School and state board blunder in major transparency case

Randy Evans, executive director
Iowa Freedom of Information Council

This article is free to use and publish in your publication. 

These are challenging times for Iowa’s 327 public school districts.

They are being watched closely by state officials and lawmakers, by parents and by others in the community. These eyes are looking for signs schools are treading lightly on topics like racial history and sexual orientation or that schools are being distracted from dealing with unruly kids who disrupt other students’ learning.

With this heightened scrutiny, some districts are doing themselves a disservice when they try to keep the public in the dark.

Here’s a real-life example. It illustrates my belief government will never build trust and confidence with its constituents when government leaders engage in secrecy and deception. This also is an example that a state government board dealing exclusively with transparency issues may be too timid.

In 2022, one day after the mass shootings at a school in Uvalde, Texas, the Bettendorf school board met with about 300 parents who were angry about frequent incidents of student misconduct at the middle school.

That board gathering was not open to everyone, and people who were there were prevented from recording the session for others to view later.
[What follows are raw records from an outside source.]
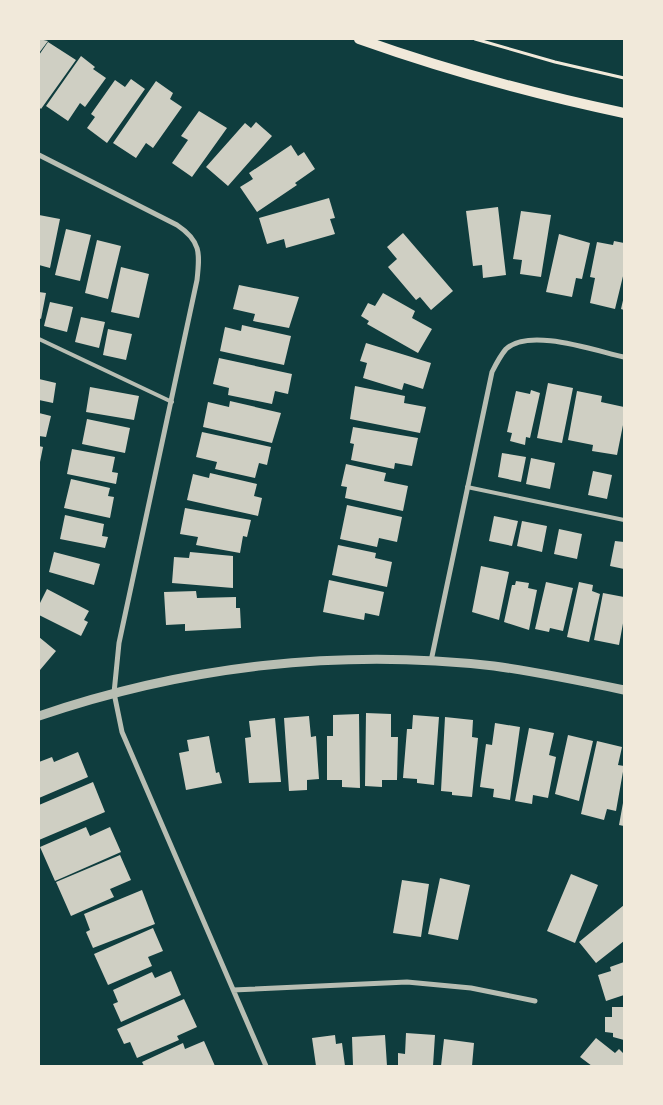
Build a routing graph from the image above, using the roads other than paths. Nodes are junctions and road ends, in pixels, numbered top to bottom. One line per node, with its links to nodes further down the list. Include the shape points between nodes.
1 (359, 39): 2 (main road, via 488,81)
2 (624, 113)
3 (39, 155): 6 (street, via 177,225 196,243 197,280)
4 (39, 339): 6 (lane)
5 (624, 357): 7 (street, via 549,340 519,342 507,349 492,372)
6 (172, 402): 11 (street, via 119,643)
7 (466, 487): 8 (lane); 9 (street)
8 (624, 520)
9 (430, 661): 10 (street, via 529,671); 11 (street, via 335,659 245,666)
10 (624, 690)
11 (114, 693): 12 (street); 13 (street, via 122,732)
12 (39, 716)
13 (233, 990): 14 (street, via 407,982 471,988); 15 (street)
14 (535, 1001)
15 (266, 1066)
Amazingly, the school district’s communications director was at the doors blocking journalists from entering and reporting on parents’ criticism.

Iowa’s government meetings law plainly states state and local government boards, with only a few limited exceptions, must conduct their business in public meetings open to all, including journalists.

A majority of school board members were present on May 25, 2022. The topic was a fundamental responsibility of the school board — protecting the safety and wellbeing of Bettendorf’s 4,000 students. And board members were there to hear from parents to inform the board’s policy-making decisions.

The second sentence of Iowa’s open meetings law contains guidance too often ignored by government officials like those in Bettendorf — and those on the Iowa Public Information Board, unfortunately. That sentence says this about the law’s intent: “Ambiguity in the construction or application of this chapter should be resolved in favor of openness.”

When school leaders never responded to concerns I expressed about the media being barred from the meeting, three Quad Cities television stations, Quad City Times and the Iowa Freedom of Information Council, the nonprofit, nonpartisan organization I lead, joined in a lawsuit against the Bettendorf board. We asked a judge to find the board violated Iowa law.

A Bettendorf parent — who also was concerned journalists and some citizens were prevented from attending the meeting — filed a complaint with the Iowa Public Information Board. Instead of admitting they used poor judgment in restricting who could attend, Bettendorf officials dug in their heels and fought the complaint.

Inexplicably, the IPIB dismissed the parent’s complaint last March, ignoring the second sentence in the open meetings law — the sentence about resolving any ambiguity in favor of openness.

The IPIB swallowed hook, line and sinker a laughable claim by school attorneys that school board members were at the gathering only as interested citizens. The IPIB also concluded the gathering was not an official meeting because board members did not discuss among themselves the concerns parents voiced — even though a formal Iowa Attorney General’s Office opinion in 1981 said information-gathering is part of a government board’s deliberation process.

While the Bettendorf parent’s complaint was being considered by the IPIB, school lawyers reached out to the attorneys for the Iowa FOI Council and media. They asked us to settle our still-pending lawsuit. After several months of negotiations, the settlement was accepted by both sides last month.

But hold onto your hat.

After insisting to the IPIB for nine months the gathering was not an official meeting, the agreement the Bettendorf board approved states unequivocally, “The Board will acknowledge that the May 25, 2022, gathering did not meet the notice and other requirements of lowa Code Chapter 21.2. … The Board will ensure that future gatherings concerning district policies and procedures attended by a majority of the Board members will be noticed and conducting following the requirements of lowa Code Chapter 21.”

The school board also agreed to pay the plaintiffs $6,500 for our attorney fees.

Bettendorf officials should be embarrassed by this case. But the Iowa Public Information Board should be embarrassed, too. The IPIB was created to be a non-court referee for disputes over access to government meetings and records. But its flawed analysis in the Bettendorf case does not bolster public confidence in the board.

The IPIB decision was rendered without its members reconciling the staff’s recommendation with the Legislature’s statement of intent I mentioned earlier, the law’s directive for resolving ambiguity about government meetings in favor of openness.

If you want more evidence Bettendorf school officials may not grasp the importance of transparency, consider this: When the school board approved settling the lawsuit last month, minutes from the meeting do not inform the public what the legal dispute was about, who the parties were or what the board agreed to do.

And we wonder why there is distrust of government.